• GIVEN RECORDS
========================================

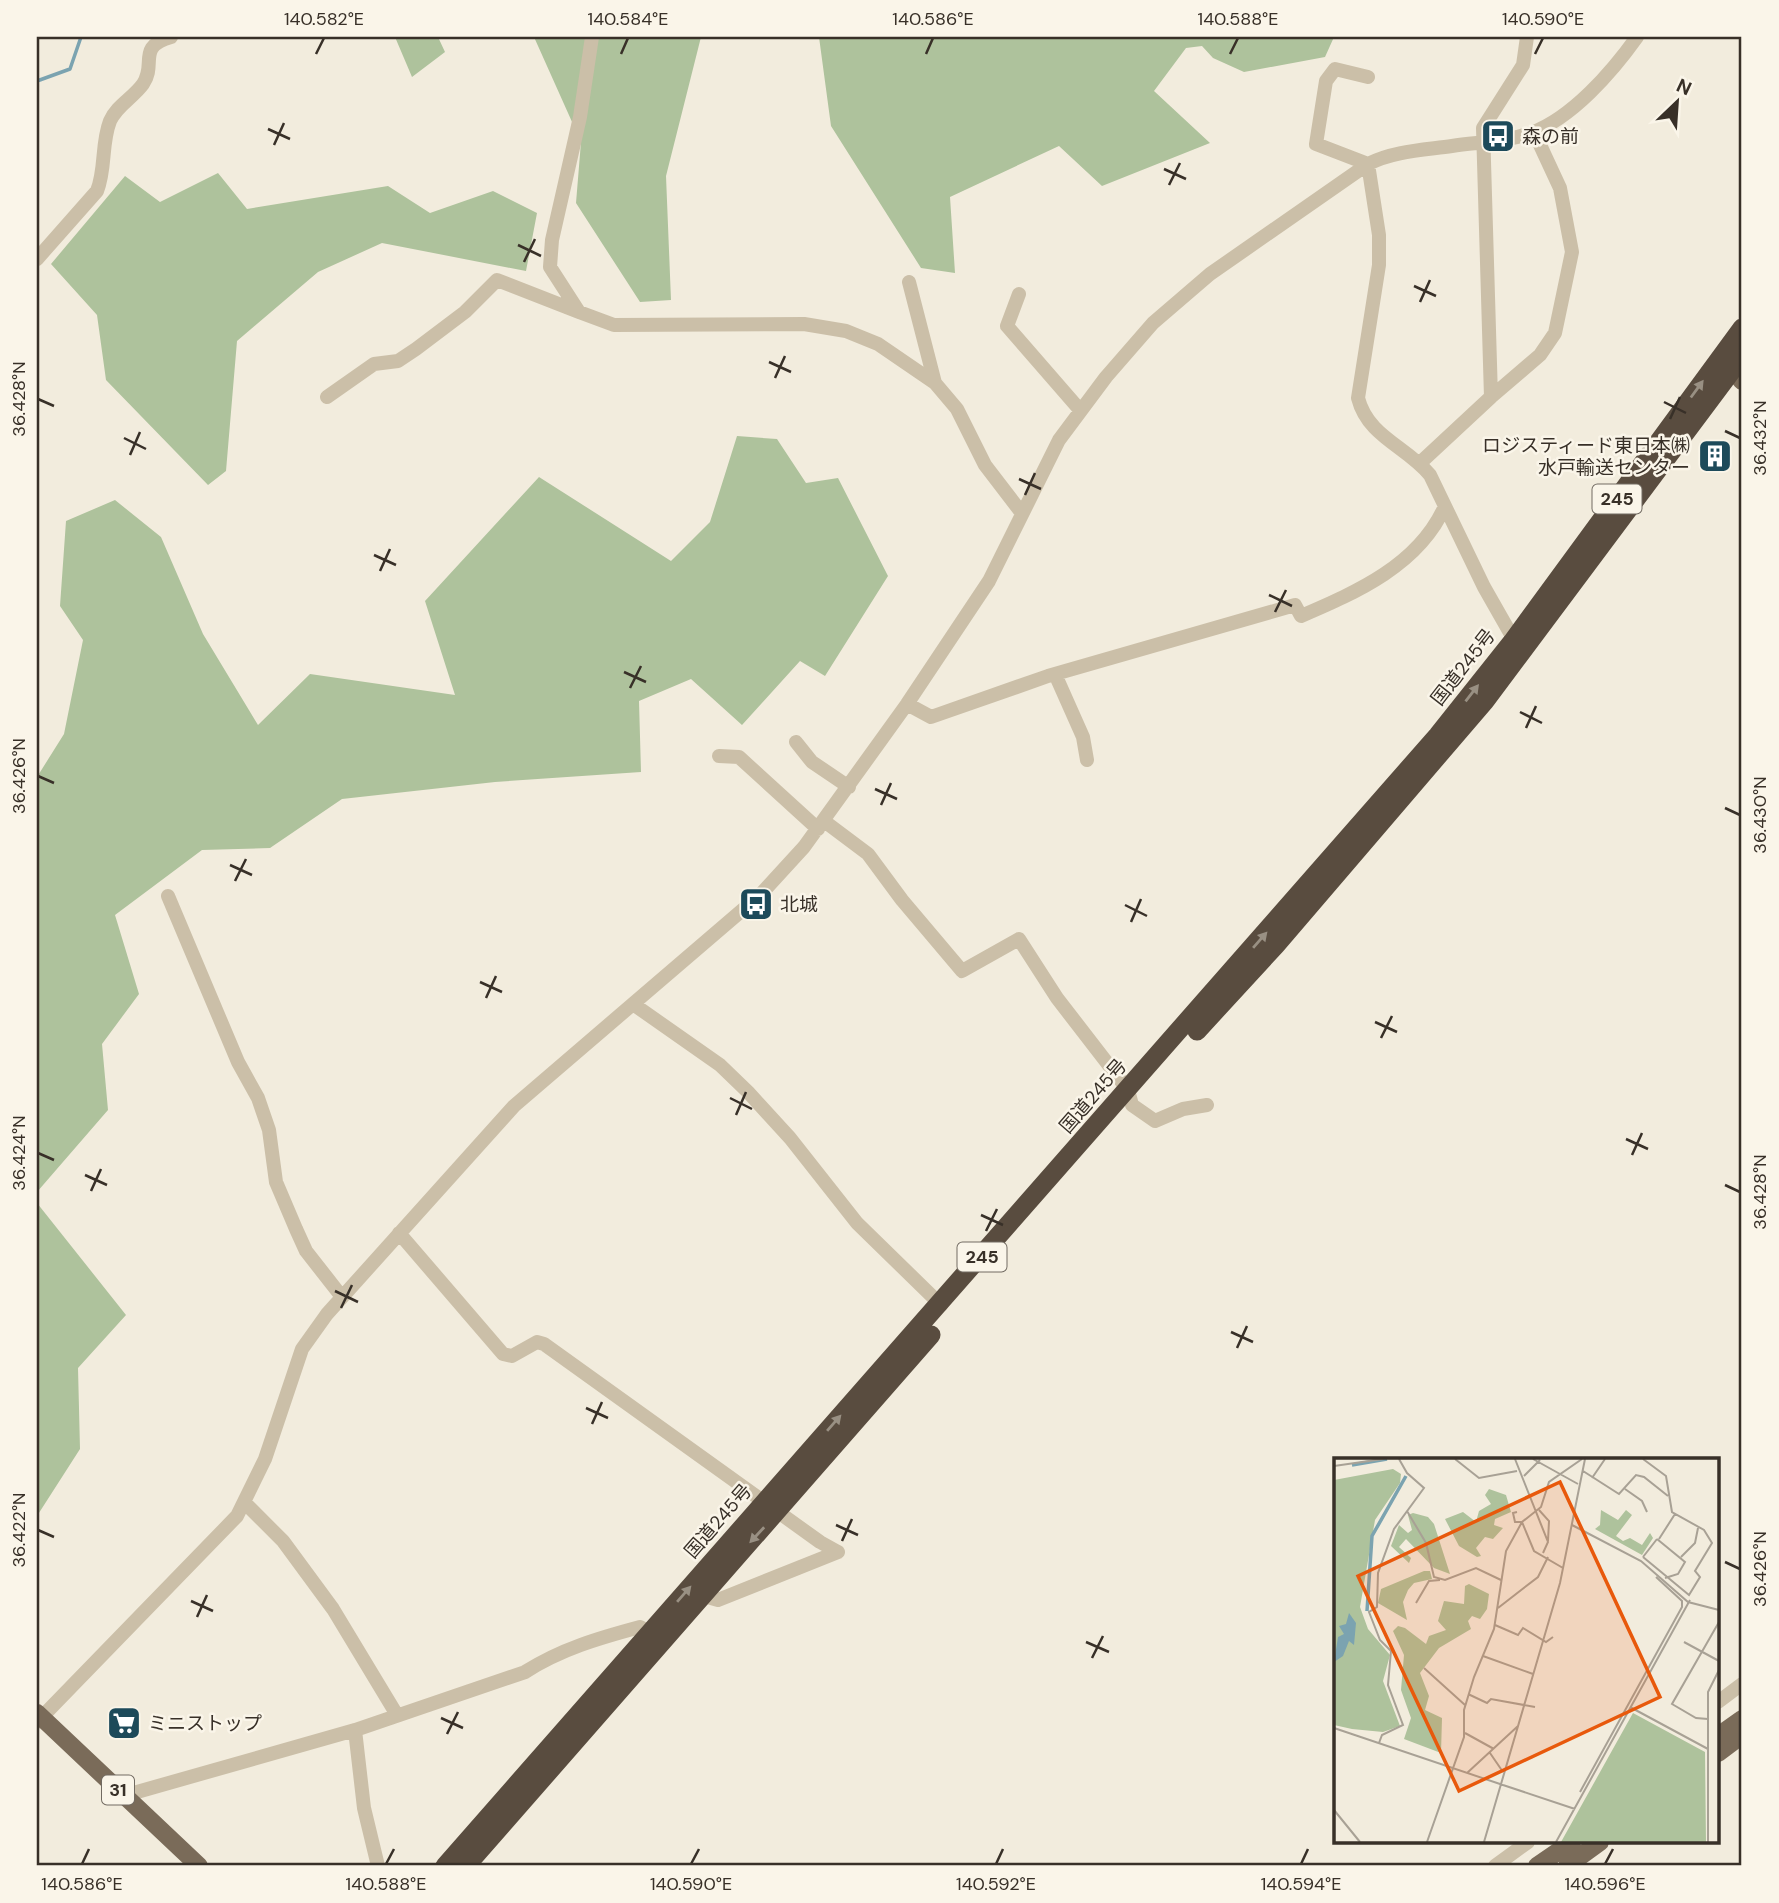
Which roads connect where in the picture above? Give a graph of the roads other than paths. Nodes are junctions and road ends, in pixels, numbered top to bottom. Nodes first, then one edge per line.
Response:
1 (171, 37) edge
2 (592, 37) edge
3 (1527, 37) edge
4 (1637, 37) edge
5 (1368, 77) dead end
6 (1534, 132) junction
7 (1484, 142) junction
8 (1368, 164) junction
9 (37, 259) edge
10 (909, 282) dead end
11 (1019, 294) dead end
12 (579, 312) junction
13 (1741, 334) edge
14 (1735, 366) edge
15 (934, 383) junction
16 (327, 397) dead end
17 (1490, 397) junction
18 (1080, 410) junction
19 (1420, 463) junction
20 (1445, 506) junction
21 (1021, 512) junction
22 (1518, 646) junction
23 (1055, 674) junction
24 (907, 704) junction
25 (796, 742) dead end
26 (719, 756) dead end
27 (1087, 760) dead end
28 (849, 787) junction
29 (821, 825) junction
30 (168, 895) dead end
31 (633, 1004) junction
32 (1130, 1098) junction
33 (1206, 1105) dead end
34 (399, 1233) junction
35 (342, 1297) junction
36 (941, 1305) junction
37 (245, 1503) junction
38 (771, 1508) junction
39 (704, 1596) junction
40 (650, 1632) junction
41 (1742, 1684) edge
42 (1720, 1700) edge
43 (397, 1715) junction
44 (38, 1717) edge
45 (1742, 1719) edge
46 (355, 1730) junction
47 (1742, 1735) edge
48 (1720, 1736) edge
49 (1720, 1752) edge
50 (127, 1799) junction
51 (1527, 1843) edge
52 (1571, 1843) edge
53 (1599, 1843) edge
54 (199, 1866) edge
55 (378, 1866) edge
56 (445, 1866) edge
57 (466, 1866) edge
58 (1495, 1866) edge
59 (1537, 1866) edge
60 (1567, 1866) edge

========================================

• BRIEF
The expected output is every record above, copied exactly, without pictures.

• TASK OUTPUT
Which roads connect where in the picture above? Give a graph of the roads other than paths. Nodes are junctions and road ends, in pixels, numbered top to bottom. Nodes first, then one edge per line.
Response:
1 (171, 37) edge
2 (592, 37) edge
3 (1527, 37) edge
4 (1637, 37) edge
5 (1368, 77) dead end
6 (1534, 132) junction
7 (1484, 142) junction
8 (1368, 164) junction
9 (37, 259) edge
10 (909, 282) dead end
11 (1019, 294) dead end
12 (579, 312) junction
13 (1741, 334) edge
14 (1735, 366) edge
15 (934, 383) junction
16 (327, 397) dead end
17 (1490, 397) junction
18 (1080, 410) junction
19 (1420, 463) junction
20 (1445, 506) junction
21 (1021, 512) junction
22 (1518, 646) junction
23 (1055, 674) junction
24 (907, 704) junction
25 (796, 742) dead end
26 (719, 756) dead end
27 (1087, 760) dead end
28 (849, 787) junction
29 (821, 825) junction
30 (168, 895) dead end
31 (633, 1004) junction
32 (1130, 1098) junction
33 (1206, 1105) dead end
34 (399, 1233) junction
35 (342, 1297) junction
36 (941, 1305) junction
37 (245, 1503) junction
38 (771, 1508) junction
39 (704, 1596) junction
40 (650, 1632) junction
41 (1742, 1684) edge
42 (1720, 1700) edge
43 (397, 1715) junction
44 (38, 1717) edge
45 (1742, 1719) edge
46 (355, 1730) junction
47 (1742, 1735) edge
48 (1720, 1736) edge
49 (1720, 1752) edge
50 (127, 1799) junction
51 (1527, 1843) edge
52 (1571, 1843) edge
53 (1599, 1843) edge
54 (199, 1866) edge
55 (378, 1866) edge
56 (445, 1866) edge
57 (466, 1866) edge
58 (1495, 1866) edge
59 (1537, 1866) edge
60 (1567, 1866) edge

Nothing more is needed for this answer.